──────── Extracted entries ────────
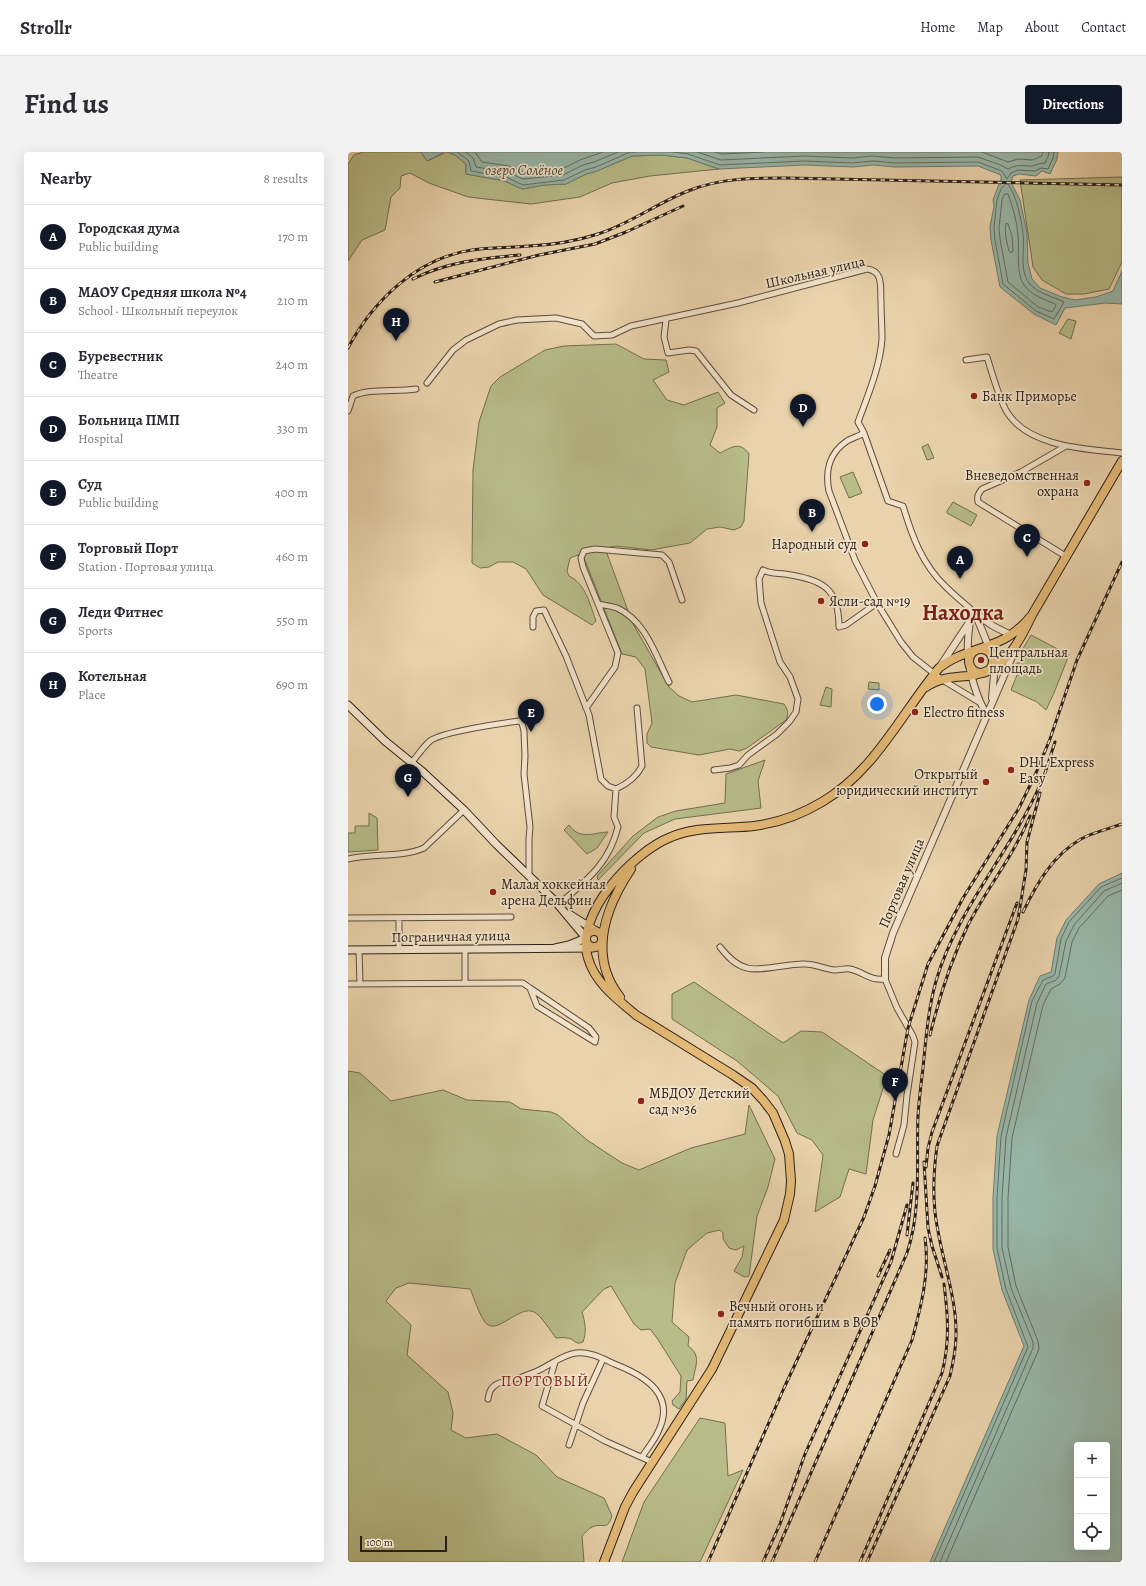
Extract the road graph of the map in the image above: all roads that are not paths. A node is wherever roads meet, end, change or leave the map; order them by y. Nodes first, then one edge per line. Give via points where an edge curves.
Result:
1 (666, 320) junction
2 (966, 360) dead end
3 (426, 383) dead end
4 (416, 389) dead end
5 (754, 410) dead end
6 (348, 411) edge
7 (864, 434) junction
8 (1066, 446) junction
9 (1122, 453) edge
10 (1122, 461) edge
11 (1067, 557) junction
12 (682, 600) dead end
13 (877, 603) junction
14 (598, 604) junction
15 (975, 613) junction
16 (1032, 615) junction
17 (970, 620) junction
18 (533, 627) dead end
19 (1011, 635) junction
20 (1021, 638) junction
21 (989, 645) junction
22 (978, 649) junction
23 (968, 652) junction
24 (993, 658) junction
25 (969, 663) junction
26 (994, 668) junction
27 (937, 671) junction
28 (984, 672) junction
29 (972, 675) junction
30 (941, 679) junction
31 (669, 682) dead end
32 (918, 696) junction
33 (979, 702) junction
34 (992, 704) junction
35 (348, 705) edge
36 (586, 708) junction
37 (637, 708) dead end
38 (987, 715) junction
39 (412, 762) junction
40 (714, 770) dead end
41 (616, 789) junction
42 (464, 810) junction
43 (645, 851) junction
44 (348, 859) edge
45 (529, 876) junction
46 (559, 904) junction
47 (564, 910) junction
48 (511, 917) dead end
49 (348, 918) edge
50 (399, 918) junction
51 (588, 925) junction
52 (596, 931) junction
53 (586, 938) junction
54 (602, 940) junction
55 (720, 947) dead end
56 (555, 948) junction
57 (589, 948) junction
58 (348, 950) edge
59 (359, 950) junction
60 (399, 950) junction
61 (465, 950) junction
62 (886, 979) junction
63 (466, 983) junction
64 (348, 984) edge
65 (360, 984) junction
66 (530, 988) junction
67 (636, 1015) junction
68 (896, 1154) dead end
69 (604, 1359) junction
70 (555, 1362) junction
71 (488, 1399) dead end
72 (576, 1425) junction
73 (569, 1445) dead end
74 (642, 1458) junction
75 (652, 1462) junction
76 (604, 1562) edge

1 - 3 street via 631,326 604,336 594,336 582,324 556,318 517,320 499,324 466,340 453,350
1 - 5 street via 664,337 668,353 696,351 731,395
1 - 7 street, Школьная улица via 867,269 875,270 879,274 882,339 873,380 858,422
2 - 8 street via 987,357 1007,413 1035,437
4 - 6 street via 360,392 353,396
7 - 13 street via 847,441 832,458 828,464 827,481 849,547
7 - 15 street via 888,501 903,506 912,537 930,569
8 - 9 street
8 - 11 street via 1021,472 982,489 978,493 978,502
10 - 11 main road
11 - 16 main road
12 - 14 street via 669,562 662,555 595,549 584,551 581,558
13 - 27 street via 906,649
13 - 40 street via 846,625 839,627 837,606 826,586 763,570 759,579 763,611 780,662 790,676 798,699 796,712 777,734 748,755 739,765
14 - 31 street via 616,608 635,620 648,639
14 - 36 street via 618,652 615,667
15 - 17 street
15 - 19 street
15 - 21 street
16 - 19 main road
16 - 20 main road
17 - 23 street
17 - 27 street
18 - 36 street via 536,611 544,610 566,656
19 - 21 main road
20 - 26 main road via 1006,658
20 - 34 street, Портовая улица
21 - 22 main road
21 - 24 street
22 - 23 main road
22 - 24 main road via 986,649
22 - 25 main road via 972,652
23 - 25 street
23 - 27 main road via 949,661
24 - 26 street
24 - 28 main road via 990,669
25 - 28 main road via 973,670
25 - 29 street
26 - 28 main road
26 - 34 street
27 - 30 street
27 - 32 main road
28 - 29 main road
29 - 30 main road
29 - 33 street
30 - 32 main road via 933,682
30 - 33 street
32 - 43 main road via 866,766 845,786 822,802 795,816 770,823 685,832 657,843
33 - 38 street
34 - 38 street, Портовая улица
35 - 39 main road via 385,741
36 - 41 street via 601,779
37 - 41 street via 642,766 639,773 627,784
38 - 62 street, Портовая улица via 893,933 886,958
39 - 42 main road
39 - 45 street via 431,740 493,724 519,721 522,723 530,827
41 - 46 street via 614,817 618,827 611,849 593,875
42 - 44 street via 424,848 416,852 363,855
42 - 45 main road
43 - 51 main road via 608,890
43 - 54 main road via 630,870 618,892
45 - 46 main road
46 - 47 main road
47 - 51 main road
47 - 53 main road
48 - 50 street
49 - 50 street
50 - 60 street
51 - 52 main road
51 - 53 main road
52 - 53 main road via 589,932
52 - 54 main road via 600,933
53 - 56 main road, Пограничная улица
53 - 57 main road
54 - 57 main road via 600,946
54 - 67 main road via 603,960 610,980 620,997
55 - 62 street via 730,959 747,968 805,964 833,970 850,969 875,979
56 - 57 main road, Пограничная улица
56 - 61 main road, Пограничная улица
57 - 67 main road via 590,965 598,980
58 - 59 main road, Пограничная улица
59 - 60 main road, Пограничная улица
59 - 65 street
60 - 61 main road, Пограничная улица
61 - 63 street
62 - 68 street via 897,1008 915,1042 904,1124
63 - 65 street
63 - 66 street via 523,983
64 - 65 street
66 - 66 street via 589,1028 596,1037 595,1042 537,1006
67 - 75 main road via 752,1088 773,1113 785,1141 790,1174 787,1208 776,1239 712,1369
69 - 70 street via 592,1354 576,1353
69 - 72 street via 583,1403
69 - 74 street via 646,1380 655,1388 664,1404 658,1432
70 - 71 street via 535,1372 497,1384 492,1388
70 - 72 street via 542,1406
72 - 73 street
72 - 74 street
74 - 75 street
75 - 76 main road via 625,1507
────────
[Work task] Copy the entries precisely, images excluded.

[Exercise response]
Extract the road graph of the map in the image above: all roads that are not paths. A node is wherever roads meet, end, change or leave the map; order them by y. Nodes first, then one edge per line. Give via points where an edge curves.
Result:
1 (666, 320) junction
2 (966, 360) dead end
3 (426, 383) dead end
4 (416, 389) dead end
5 (754, 410) dead end
6 (348, 411) edge
7 (864, 434) junction
8 (1066, 446) junction
9 (1122, 453) edge
10 (1122, 461) edge
11 (1067, 557) junction
12 (682, 600) dead end
13 (877, 603) junction
14 (598, 604) junction
15 (975, 613) junction
16 (1032, 615) junction
17 (970, 620) junction
18 (533, 627) dead end
19 (1011, 635) junction
20 (1021, 638) junction
21 (989, 645) junction
22 (978, 649) junction
23 (968, 652) junction
24 (993, 658) junction
25 (969, 663) junction
26 (994, 668) junction
27 (937, 671) junction
28 (984, 672) junction
29 (972, 675) junction
30 (941, 679) junction
31 (669, 682) dead end
32 (918, 696) junction
33 (979, 702) junction
34 (992, 704) junction
35 (348, 705) edge
36 (586, 708) junction
37 (637, 708) dead end
38 (987, 715) junction
39 (412, 762) junction
40 (714, 770) dead end
41 (616, 789) junction
42 (464, 810) junction
43 (645, 851) junction
44 (348, 859) edge
45 (529, 876) junction
46 (559, 904) junction
47 (564, 910) junction
48 (511, 917) dead end
49 (348, 918) edge
50 (399, 918) junction
51 (588, 925) junction
52 (596, 931) junction
53 (586, 938) junction
54 (602, 940) junction
55 (720, 947) dead end
56 (555, 948) junction
57 (589, 948) junction
58 (348, 950) edge
59 (359, 950) junction
60 (399, 950) junction
61 (465, 950) junction
62 (886, 979) junction
63 (466, 983) junction
64 (348, 984) edge
65 (360, 984) junction
66 (530, 988) junction
67 (636, 1015) junction
68 (896, 1154) dead end
69 (604, 1359) junction
70 (555, 1362) junction
71 (488, 1399) dead end
72 (576, 1425) junction
73 (569, 1445) dead end
74 (642, 1458) junction
75 (652, 1462) junction
76 (604, 1562) edge

1 - 3 street via 631,326 604,336 594,336 582,324 556,318 517,320 499,324 466,340 453,350
1 - 5 street via 664,337 668,353 696,351 731,395
1 - 7 street, Школьная улица via 867,269 875,270 879,274 882,339 873,380 858,422
2 - 8 street via 987,357 1007,413 1035,437
4 - 6 street via 360,392 353,396
7 - 13 street via 847,441 832,458 828,464 827,481 849,547
7 - 15 street via 888,501 903,506 912,537 930,569
8 - 9 street
8 - 11 street via 1021,472 982,489 978,493 978,502
10 - 11 main road
11 - 16 main road
12 - 14 street via 669,562 662,555 595,549 584,551 581,558
13 - 27 street via 906,649
13 - 40 street via 846,625 839,627 837,606 826,586 763,570 759,579 763,611 780,662 790,676 798,699 796,712 777,734 748,755 739,765
14 - 31 street via 616,608 635,620 648,639
14 - 36 street via 618,652 615,667
15 - 17 street
15 - 19 street
15 - 21 street
16 - 19 main road
16 - 20 main road
17 - 23 street
17 - 27 street
18 - 36 street via 536,611 544,610 566,656
19 - 21 main road
20 - 26 main road via 1006,658
20 - 34 street, Портовая улица
21 - 22 main road
21 - 24 street
22 - 23 main road
22 - 24 main road via 986,649
22 - 25 main road via 972,652
23 - 25 street
23 - 27 main road via 949,661
24 - 26 street
24 - 28 main road via 990,669
25 - 28 main road via 973,670
25 - 29 street
26 - 28 main road
26 - 34 street
27 - 30 street
27 - 32 main road
28 - 29 main road
29 - 30 main road
29 - 33 street
30 - 32 main road via 933,682
30 - 33 street
32 - 43 main road via 866,766 845,786 822,802 795,816 770,823 685,832 657,843
33 - 38 street
34 - 38 street, Портовая улица
35 - 39 main road via 385,741
36 - 41 street via 601,779
37 - 41 street via 642,766 639,773 627,784
38 - 62 street, Портовая улица via 893,933 886,958
39 - 42 main road
39 - 45 street via 431,740 493,724 519,721 522,723 530,827
41 - 46 street via 614,817 618,827 611,849 593,875
42 - 44 street via 424,848 416,852 363,855
42 - 45 main road
43 - 51 main road via 608,890
43 - 54 main road via 630,870 618,892
45 - 46 main road
46 - 47 main road
47 - 51 main road
47 - 53 main road
48 - 50 street
49 - 50 street
50 - 60 street
51 - 52 main road
51 - 53 main road
52 - 53 main road via 589,932
52 - 54 main road via 600,933
53 - 56 main road, Пограничная улица
53 - 57 main road
54 - 57 main road via 600,946
54 - 67 main road via 603,960 610,980 620,997
55 - 62 street via 730,959 747,968 805,964 833,970 850,969 875,979
56 - 57 main road, Пограничная улица
56 - 61 main road, Пограничная улица
57 - 67 main road via 590,965 598,980
58 - 59 main road, Пограничная улица
59 - 60 main road, Пограничная улица
59 - 65 street
60 - 61 main road, Пограничная улица
61 - 63 street
62 - 68 street via 897,1008 915,1042 904,1124
63 - 65 street
63 - 66 street via 523,983
64 - 65 street
66 - 66 street via 589,1028 596,1037 595,1042 537,1006
67 - 75 main road via 752,1088 773,1113 785,1141 790,1174 787,1208 776,1239 712,1369
69 - 70 street via 592,1354 576,1353
69 - 72 street via 583,1403
69 - 74 street via 646,1380 655,1388 664,1404 658,1432
70 - 71 street via 535,1372 497,1384 492,1388
70 - 72 street via 542,1406
72 - 73 street
72 - 74 street
74 - 75 street
75 - 76 main road via 625,1507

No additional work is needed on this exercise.